Wednesday, January 15, 2014

The Goldfinch

I don't know where to start with this book.  When I finished it this week, all I could think was--wow. Maybe because there are so many average, so-so books out there that when we read one that is truly fine literature, it literally knocks us off our feet. And that is how I felt about this book. First of all, the language—wow. There were many instances where I went back and reread a paragraph because the words were just so beautiful and perfect—how can someone write like this I wonder?
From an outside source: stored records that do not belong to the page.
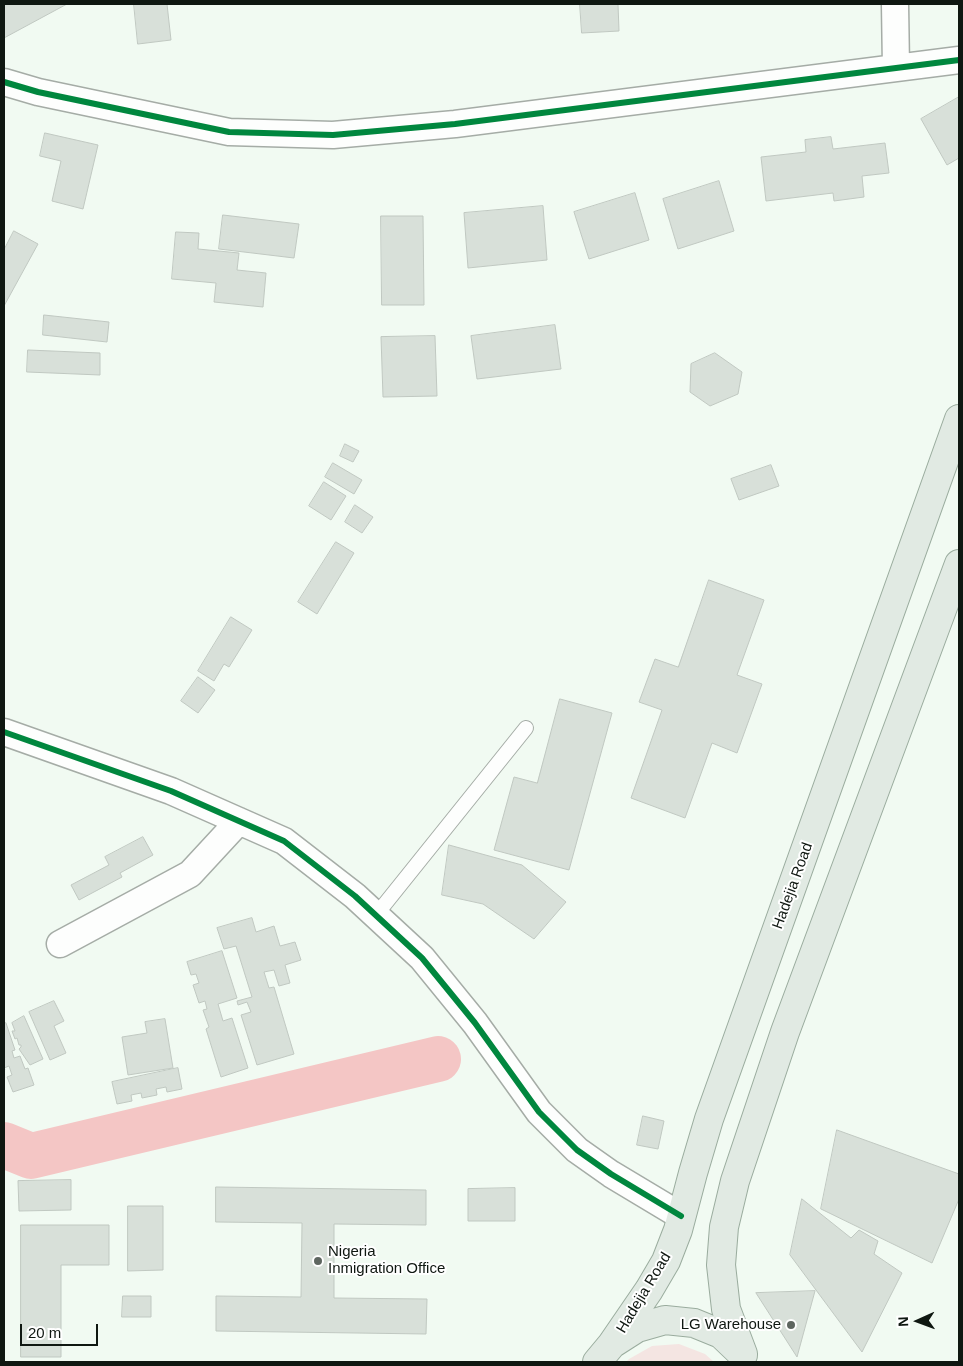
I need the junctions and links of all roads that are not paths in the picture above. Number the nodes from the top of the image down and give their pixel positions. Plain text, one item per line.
1 (896, 4) edge
2 (959, 60) edge
3 (896, 68) junction
4 (4, 82) edge
5 (959, 419) edge
6 (959, 564) edge
7 (526, 728) dead end
8 (4, 732) edge
9 (239, 821) junction
10 (376, 915) junction
11 (60, 944) dead end
12 (681, 1216) junction
13 (605, 1353) edge
14 (746, 1358) edge

1 - 3 street
2 - 3 street
3 - 4 street
5 - 12 main road, Hadejia Road
6 - 14 main road
7 - 10 lane
8 - 9 street
9 - 10 street
9 - 11 street
10 - 12 street
12 - 13 main road, Hadejia Road
13 - 14 main road

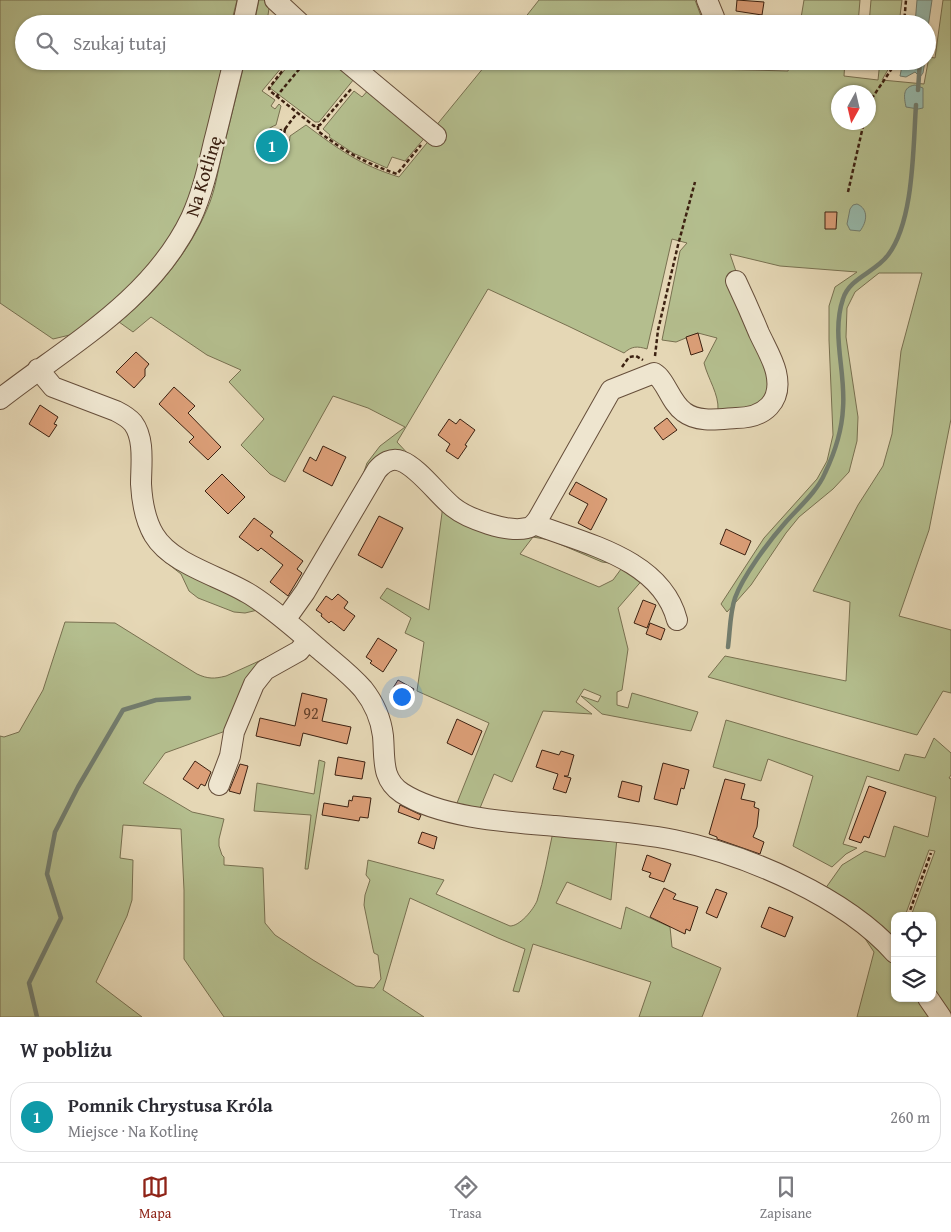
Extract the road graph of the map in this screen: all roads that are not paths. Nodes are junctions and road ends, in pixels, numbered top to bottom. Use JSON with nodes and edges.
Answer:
{"nodes":[{"id":1,"x":248,"y":0,"type":"edge"},
{"id":2,"x":275,"y":0,"type":"edge"},
{"id":3,"x":707,"y":0,"type":"edge"},
{"id":4,"x":245,"y":15,"type":"edge"},
{"id":5,"x":291,"y":15,"type":"edge"},
{"id":6,"x":713,"y":15,"type":"edge"},
{"id":7,"x":232,"y":70,"type":"edge"},
{"id":8,"x":356,"y":70,"type":"edge"},
{"id":9,"x":434,"y":134,"type":"road end"},
{"id":10,"x":736,"y":281,"type":"dead end"},
{"id":11,"x":38,"y":369,"type":"junction"},
{"id":12,"x":0,"y":399,"type":"edge"},
{"id":13,"x":534,"y":524,"type":"junction"},
{"id":14,"x":285,"y":620,"type":"junction"},
{"id":15,"x":678,"y":620,"type":"dead end"},
{"id":16,"x":308,"y":640,"type":"junction"},
{"id":17,"x":219,"y":785,"type":"dead end"},
{"id":18,"x":891,"y":950,"type":"edge"},
{"id":19,"x":931,"y":1002,"type":"edge"},
{"id":20,"x":941,"y":1017,"type":"edge"}],
"edges":[{"from":1,"to":4,"type":"street"},
{"from":2,"to":5,"type":"street"},
{"from":3,"to":6,"type":"street"},
{"from":7,"to":11,"type":"street","name":"Na Kotlinę"},
{"from":8,"to":9,"type":"street"},
{"from":10,"to":13,"type":"street"},
{"from":11,"to":12,"type":"street","name":"Na Kotlinę"},
{"from":11,"to":14,"type":"street"},
{"from":13,"to":14,"type":"street"},
{"from":13,"to":15,"type":"street"},
{"from":14,"to":16,"type":"street"},
{"from":16,"to":17,"type":"street"},
{"from":16,"to":18,"type":"street"},
{"from":19,"to":20,"type":"street"}]}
So many issues populate this book--art, beauty, truth, loss, drug culture, antiques and restoration, friendship,  mental illness, coincidence, loyalty, love-- but at its core it is a tale of traumatic loss-- a missing painting and a lost boy.
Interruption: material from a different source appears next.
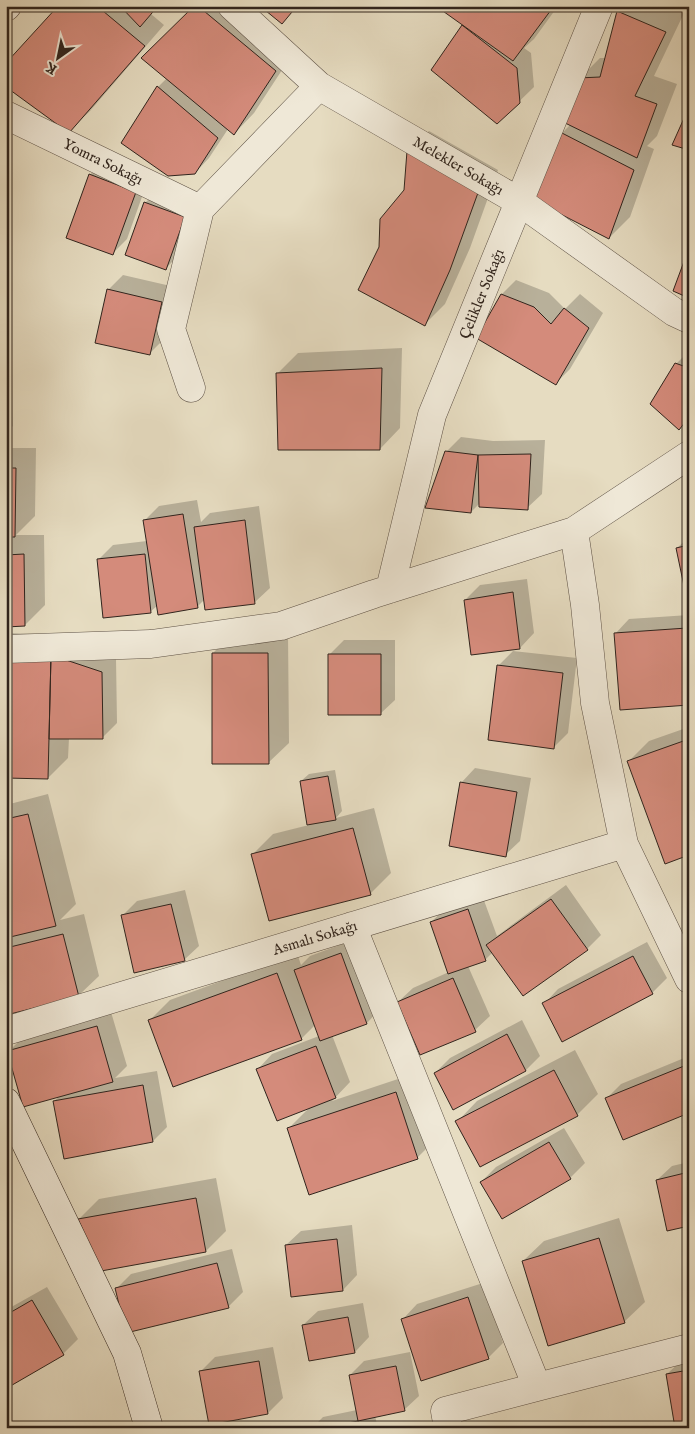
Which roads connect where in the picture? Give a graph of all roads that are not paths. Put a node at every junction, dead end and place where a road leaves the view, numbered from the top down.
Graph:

The painting that goes missing is a real painting, The Goldfinch, by the Dutch artist Carel Fabritius (1622-1654) and the painting is a major part of the entire story, as the action moves from New York City to Las Vegas, back to New York, and finally to Amsterdam.

"Caring too much for objects can destroy you. Only - if you care for a thing enough, it takes on a life of its own, doesn't it? And isn't the whole point of things - beautiful things - that they connect you to some larger beauty? Those first images that crack your heart wide open and you spend the rest of your life chasing, or trying to recapture, in one way or another? ...You see one painting, I see another, the art book puts it at another remove still, the lady buying the greeting card at the museum gift shop sees something else entire, and that's not even to mention the people separated from us by time - four hundred years before us, four hundred years after we're gone - it'll never strike anybody in the same way and the great majority of people it'll never strike in any deep way at all but - a really great painting is fluid enough to work its way into the mind and heart through all kinds of different angles, in ways that are unique and very particular. Yours, yours. I was painted for you."

What a wonderful way to think about a piece of art, that thread that joins us all who appreciate it, now and forever. Coincidentally, the real Goldfinch is now on display at the Frick Collection in New York City as part of an exhibit of Dutch masterpieces, and the museum has reported record crowds because of this book.

I’m not going to summarize the story, other than to say it is the story of a young boy named Theo, and how one event alters the rest of his life. We meet wonderful and memorable characters–Boris, his Ukrainian/ Russian friend, Hobie, an antique restorer, literate and kind, his schemer/gambler father, and a young girl named Pippa, to whom Theo is forever connected. There is action, suspense, and the sense of place is so well done--you feel like you are walking with Theo through the streets of New York and Amsterdam, and the half-finished housing development in Las Vegas. You feel the comfort and charm of Hobie's dusty antique shop in the West Village.

I think The Goldfinch was probably the best book I read all year.  If I had to give it  any criticism, it is that is a bit too long. At 771 pages it requires a major commitment. But even though there were parts that could have been edited, every time I picked it up I was happy to realize there was still a lot left to read.

And this quote from the end, stays with me for sure.

"That life - whatever else it is - is short. That fate is cruel but maybe not random. That Nature (meaning Death) always wins but that doesn’t mean we have to bow and grovel to it. That maybe even if we’re not always so glad to be here, it’s our task to immerse ourselves anyway: wade straight through it, right through the cesspool, while keeping eyes and hearts open. And in the midst of our dying, as we rise from the organic and sink back ignominiously into the organic, it is a glory and a privilege to love what Death doesn’t touch."